Configuring bias metrics for a model
As a data scientist, you might want to monitor your machine learning models for bias. This means monitoring for algorithmic deficiencies that might skew the outcomes or decisions that the model produces. Importantly, this type of monitoring helps you to ensure that the model is not biased against particular protected groups or features.
Open Data Hub provides a set of metrics that help you to monitor your models for bias. You can use the Open Data Hub interface to choose an available metric and then configure model-specific details such as a protected attribute, the privileged and unprivileged groups, the outcome you want to monitor, and a threshold for bias. You then see a chart of the calculated values for a specified number of model inferences.
The sections that follow describe how to configure your models for bias monitoring.
Creating a bias metric
To monitor a deployed model for bias, you must first create bias metrics. When you create a bias metric, you specify details relevant to your model such as a protected attribute, privileged and unprivileged groups, a model outcome and a value that you want to monitor, and the acceptable threshold for bias.
You can create a bias metric for a model by using the Open Data Hub dashboard or by using the OpenShift command-line interface (CLI).

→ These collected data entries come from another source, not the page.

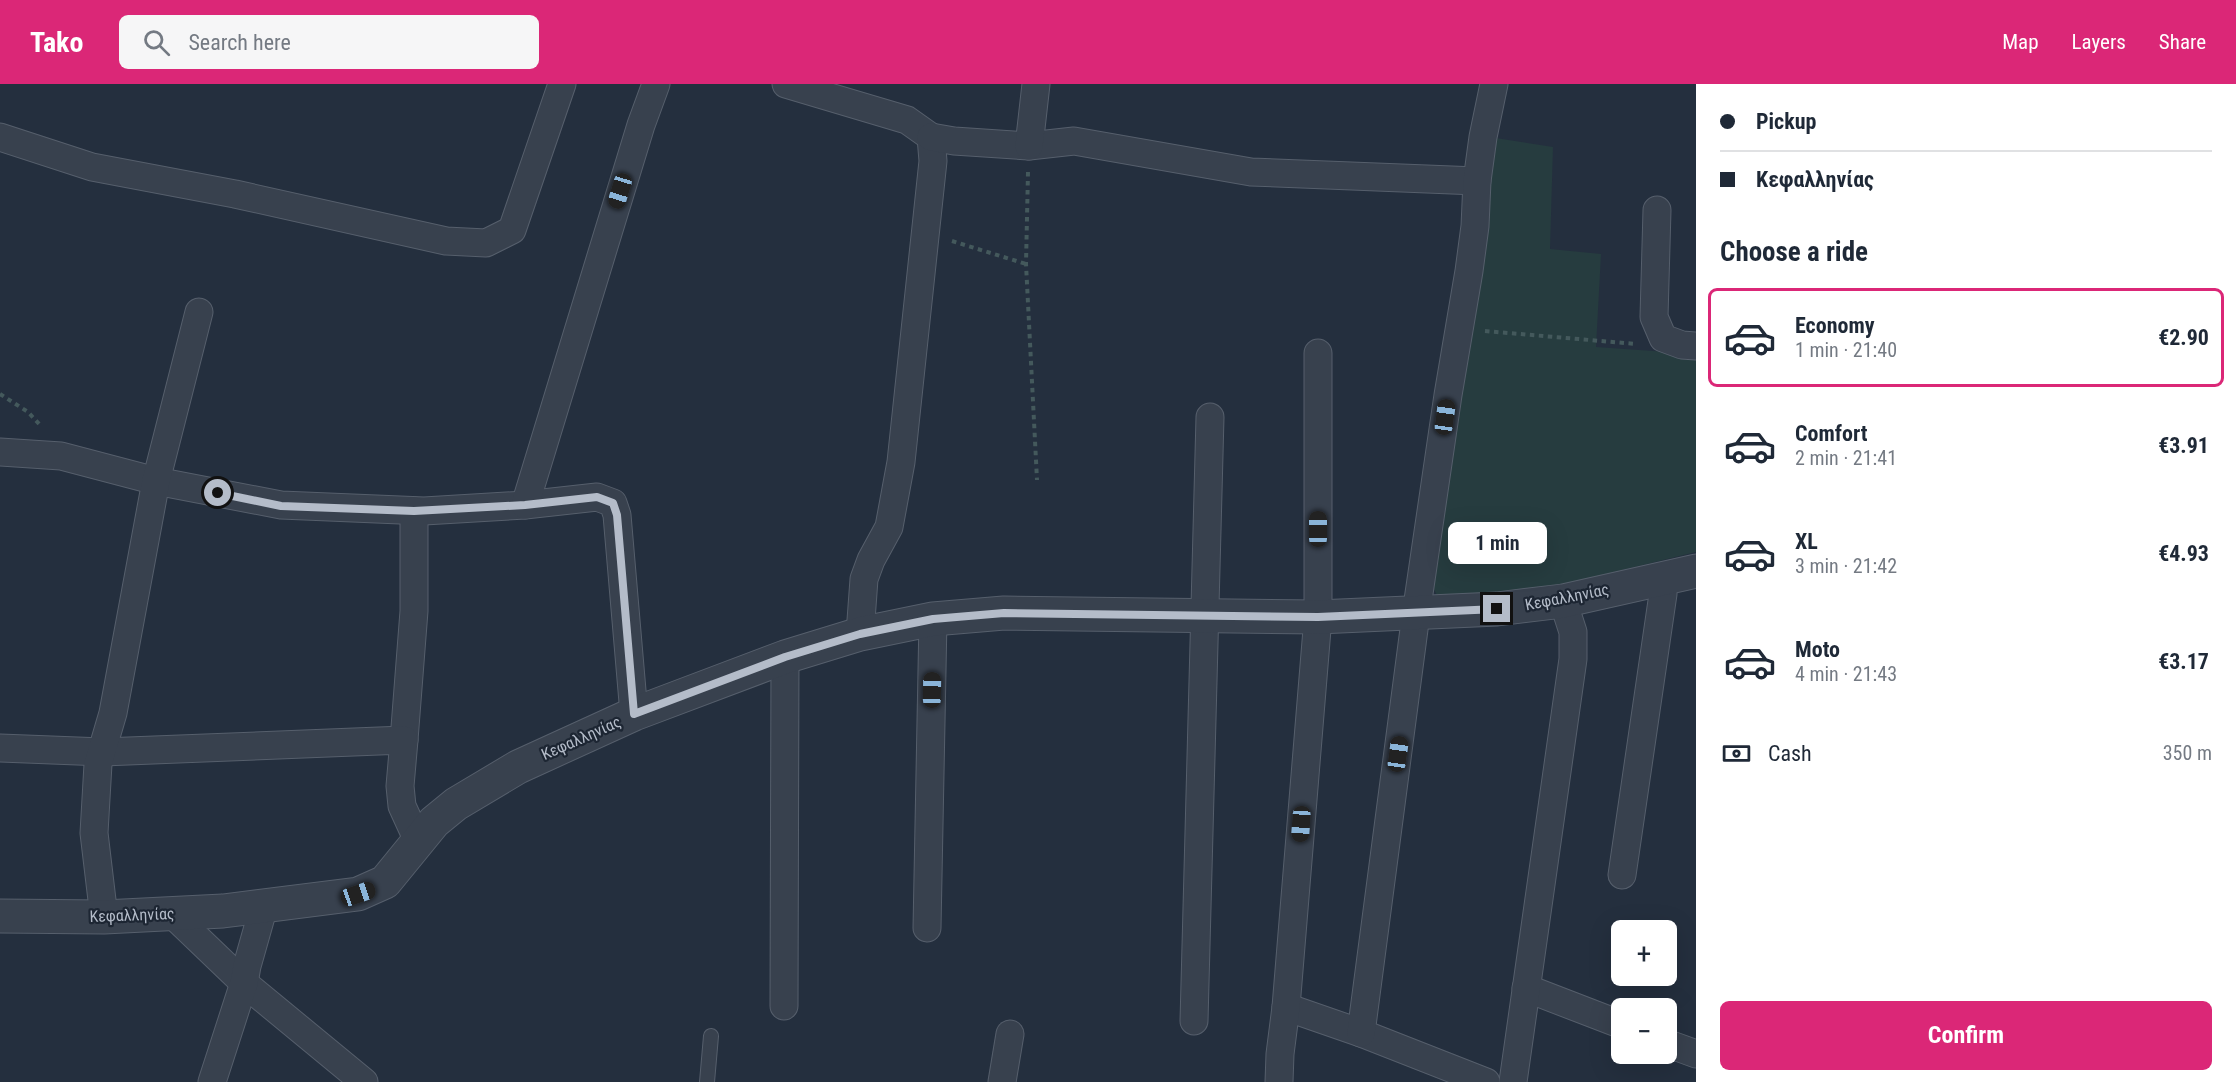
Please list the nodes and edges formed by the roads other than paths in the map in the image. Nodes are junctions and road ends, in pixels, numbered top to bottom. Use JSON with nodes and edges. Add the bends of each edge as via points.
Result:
{"nodes":[{"id":1,"x":562,"y":84,"type":"edge"},
{"id":2,"x":656,"y":84,"type":"edge"},
{"id":3,"x":786,"y":84,"type":"edge"},
{"id":4,"x":1036,"y":84,"type":"edge"},
{"id":5,"x":1494,"y":84,"type":"edge"},
{"id":6,"x":0,"y":137,"type":"edge"},
{"id":7,"x":931,"y":137,"type":"junction"},
{"id":8,"x":1029,"y":146,"type":"junction"},
{"id":9,"x":1477,"y":181,"type":"junction"},
{"id":10,"x":1657,"y":210,"type":"dead end"},
{"id":11,"x":199,"y":312,"type":"dead end"},
{"id":12,"x":1696,"y":346,"type":"edge"},
{"id":13,"x":1317,"y":353,"type":"dead end"},
{"id":14,"x":1210,"y":417,"type":"dead end"},
{"id":15,"x":0,"y":452,"type":"edge"},
{"id":16,"x":156,"y":481,"type":"junction"},
{"id":17,"x":525,"y":505,"type":"junction"},
{"id":18,"x":414,"y":511,"type":"junction"},
{"id":19,"x":1696,"y":570,"type":"edge"},
{"id":20,"x":1664,"y":577,"type":"junction"},
{"id":21,"x":1563,"y":601,"type":"junction"},
{"id":22,"x":1416,"y":614,"type":"junction"},
{"id":23,"x":1203,"y":616,"type":"junction"},
{"id":24,"x":1318,"y":617,"type":"junction"},
{"id":25,"x":933,"y":619,"type":"junction"},
{"id":26,"x":860,"y":634,"type":"junction"},
{"id":27,"x":785,"y":657,"type":"junction"},
{"id":28,"x":634,"y":714,"type":"junction"},
{"id":29,"x":404,"y":740,"type":"junction"},
{"id":30,"x":0,"y":748,"type":"edge"},
{"id":31,"x":103,"y":752,"type":"junction"},
{"id":32,"x":418,"y":841,"type":"junction"},
{"id":33,"x":1622,"y":875,"type":"dead end"},
{"id":34,"x":264,"y":906,"type":"junction"},
{"id":35,"x":172,"y":914,"type":"junction"},
{"id":36,"x":0,"y":916,"type":"edge"},
{"id":37,"x":104,"y":917,"type":"junction"},
{"id":38,"x":927,"y":928,"type":"dead end"},
{"id":39,"x":244,"y":983,"type":"junction"},
{"id":40,"x":1526,"y":988,"type":"junction"},
{"id":41,"x":784,"y":1006,"type":"dead end"},
{"id":42,"x":1286,"y":1007,"type":"junction"},
{"id":43,"x":1194,"y":1021,"type":"dead end"},
{"id":44,"x":1611,"y":1021,"type":"edge"},
{"id":45,"x":1010,"y":1034,"type":"dead end"},
{"id":46,"x":1361,"y":1034,"type":"junction"},
{"id":47,"x":711,"y":1036,"type":"dead end"},
{"id":48,"x":1677,"y":1047,"type":"edge"},
{"id":49,"x":1696,"y":1054,"type":"edge"},
{"id":50,"x":212,"y":1082,"type":"edge"},
{"id":51,"x":364,"y":1082,"type":"edge"},
{"id":52,"x":707,"y":1082,"type":"edge"},
{"id":53,"x":1002,"y":1082,"type":"edge"},
{"id":54,"x":1279,"y":1082,"type":"edge"},
{"id":55,"x":1486,"y":1082,"type":"edge"},
{"id":56,"x":1513,"y":1082,"type":"edge"}],
"edges":[{"from":1,"to":6,"type":"street","via":[[512,230],[486,243],[446,241],[92,166]]},
{"from":2,"to":17,"type":"street"},
{"from":3,"to":7,"type":"street","via":[[907,120]]},
{"from":4,"to":8,"type":"street"},
{"from":5,"to":9,"type":"street"},
{"from":7,"to":8,"type":"street"},
{"from":7,"to":26,"type":"street","via":[[933,161],[901,462],[889,527],[864,579]]},
{"from":8,"to":9,"type":"street","via":[[1074,141],[1251,172]]},
{"from":9,"to":22,"type":"street","via":[[1474,237]]},
{"from":10,"to":12,"type":"street","via":[[1654,317],[1663,338]]},
{"from":11,"to":16,"type":"street"},
{"from":13,"to":24,"type":"street"},
{"from":14,"to":23,"type":"street"},
{"from":15,"to":16,"type":"street","via":[[61,456]]},
{"from":16,"to":18,"type":"street","via":[[281,506]]},
{"from":16,"to":31,"type":"street"},
{"from":17,"to":18,"type":"street"},
{"from":17,"to":28,"type":"street","via":[[597,497],[613,503]]},
{"from":18,"to":29,"type":"street","via":[[414,611]]},
{"from":19,"to":20,"type":"street","name":"Κεφαλληνίας"},
{"from":20,"to":21,"type":"street","name":"Κεφαλληνίας"},
{"from":20,"to":33,"type":"street"},
{"from":21,"to":22,"type":"street","name":"Κεφαλληνίας"},
{"from":21,"to":40,"type":"street","via":[[1573,632],[1573,659]]},
{"from":22,"to":24,"type":"street","name":"Κεφαλληνίας"},
{"from":22,"to":46,"type":"street"},
{"from":23,"to":24,"type":"street","name":"Κεφαλληνίας"},
{"from":23,"to":25,"type":"street","name":"Κεφαλληνίας","via":[[1004,613]]},
{"from":23,"to":43,"type":"street"},
{"from":24,"to":42,"type":"street"},
{"from":25,"to":26,"type":"street","name":"Κεφαλληνίας"},
{"from":25,"to":38,"type":"street"},
{"from":26,"to":27,"type":"street","name":"Κεφαλληνίας"},
{"from":27,"to":28,"type":"street","name":"Κεφαλληνίας"},
{"from":27,"to":41,"type":"street"},
{"from":28,"to":32,"type":"street","name":"Κεφαλληνίας","via":[[483,787],[434,822]]},
{"from":29,"to":31,"type":"street"},
{"from":29,"to":32,"type":"street","via":[[402,806]]},
{"from":30,"to":31,"type":"street"},
{"from":31,"to":37,"type":"street","via":[[98,764],[94,833]]},
{"from":32,"to":34,"type":"street","name":"Κεφαλληνίας","via":[[395,872],[371,890]]},
{"from":34,"to":35,"type":"street","name":"Κεφαλληνίας"},
{"from":34,"to":39,"type":"street"},
{"from":35,"to":37,"type":"street","name":"Κεφαλληνίας"},
{"from":35,"to":39,"type":"street"},
{"from":36,"to":37,"type":"street","name":"Κεφαλληνίας"},
{"from":39,"to":50,"type":"street"},
{"from":39,"to":51,"type":"street"},
{"from":40,"to":44,"type":"street"},
{"from":40,"to":56,"type":"street"},
{"from":42,"to":46,"type":"street"},
{"from":42,"to":54,"type":"street"},
{"from":45,"to":53,"type":"street"},
{"from":46,"to":55,"type":"street"},
{"from":47,"to":52,"type":"lane"},
{"from":48,"to":49,"type":"street"}]}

Creating a bias metric by using the dashboard
The following procedure describes how to use the Open Data Hub dashboard to create a bias metric for a model.
-
You are familiar with the bias metrics that Open Data Hub supports and how to interpret them.
-
You are familiar with the specific data set schema and understand the names and meanings of the inputs and outputs.
-
Your OpenShift cluster administrator has installed Open Data Hub and enabled the TrustyAI service for the data science project where the models are deployed.
-
You have logged in to Open Data Hub.
-
You have a user token for authentication as described in Authenticating the TrustyAI service.
-
You have sent training data to your models as described in Sending training data to a model.
-
Optional: To set the
TRUSTY_ROUTE
variable, follow these steps.-
In a terminal window, log in to the OpenShift cluster where Open Data Hub is deployed.
oc login
-
Set the
TRUSTY_ROUTE
variable to the external route for the TrustyAI service pod.TRUSTY_ROUTE=https://$(oc get route/trustyai-service --template={{.spec.host}})
-
-
In the left menu of the Open Data Hub dashboard, click Model Serving.
-
On the Deployed models page, select your project from the drop-down list.
-
Click the name of the model that you want to configure bias metrics for.
-
On the metrics page for the model, click the Model bias tab.
-
Click Configure.
-
In the Configure bias metrics dialog, complete the following steps to configure bias metrics:
-
In the Metric name field, type a unique name for your bias metric. Note that you cannot change the name of this metric later.
-
From the Metric type list, select one of the metrics types that are available in Open Data Hub.
-
In the Protected attribute field, type the name of an attribute in your model that you want to monitor for bias.
TipYou can use a curl
command to query the metadata endpoint and view input attribute names and values. For example:curl -H "Authorization: Bearer $TOKEN" $TRUSTY_ROUTE/info | jq ".[0].data.inputSchema"
-
In the Privileged value field, type the name of a privileged group for the protected attribute that you specified.
-
In the Unprivileged value field, type the name of an unprivileged group for the protected attribute that you specified.
-
In the Output field, type the name of the model outcome that you want to monitor for bias.
TipYou can use a curl
command to query the metadata endpoint and view output attribute names and values. For example:curl -H "Authorization: Bearer $TOKEN" $TRUSTY_ROUTE/info | jq ".[0].data.outputSchema"
-
In the Output value field, type the value of the outcome that you want to monitor for bias.
-
In the Violation threshold field, type the bias threshold for your selected metric type. This threshold value defines how far the specified metric can be from the fairness value for your metric, before the model is considered biased.
-
In the Metric batch size field, type the number of model inferences that Open Data Hub includes each time it calculates the metric.
-
-
Ensure that the values you entered are correct.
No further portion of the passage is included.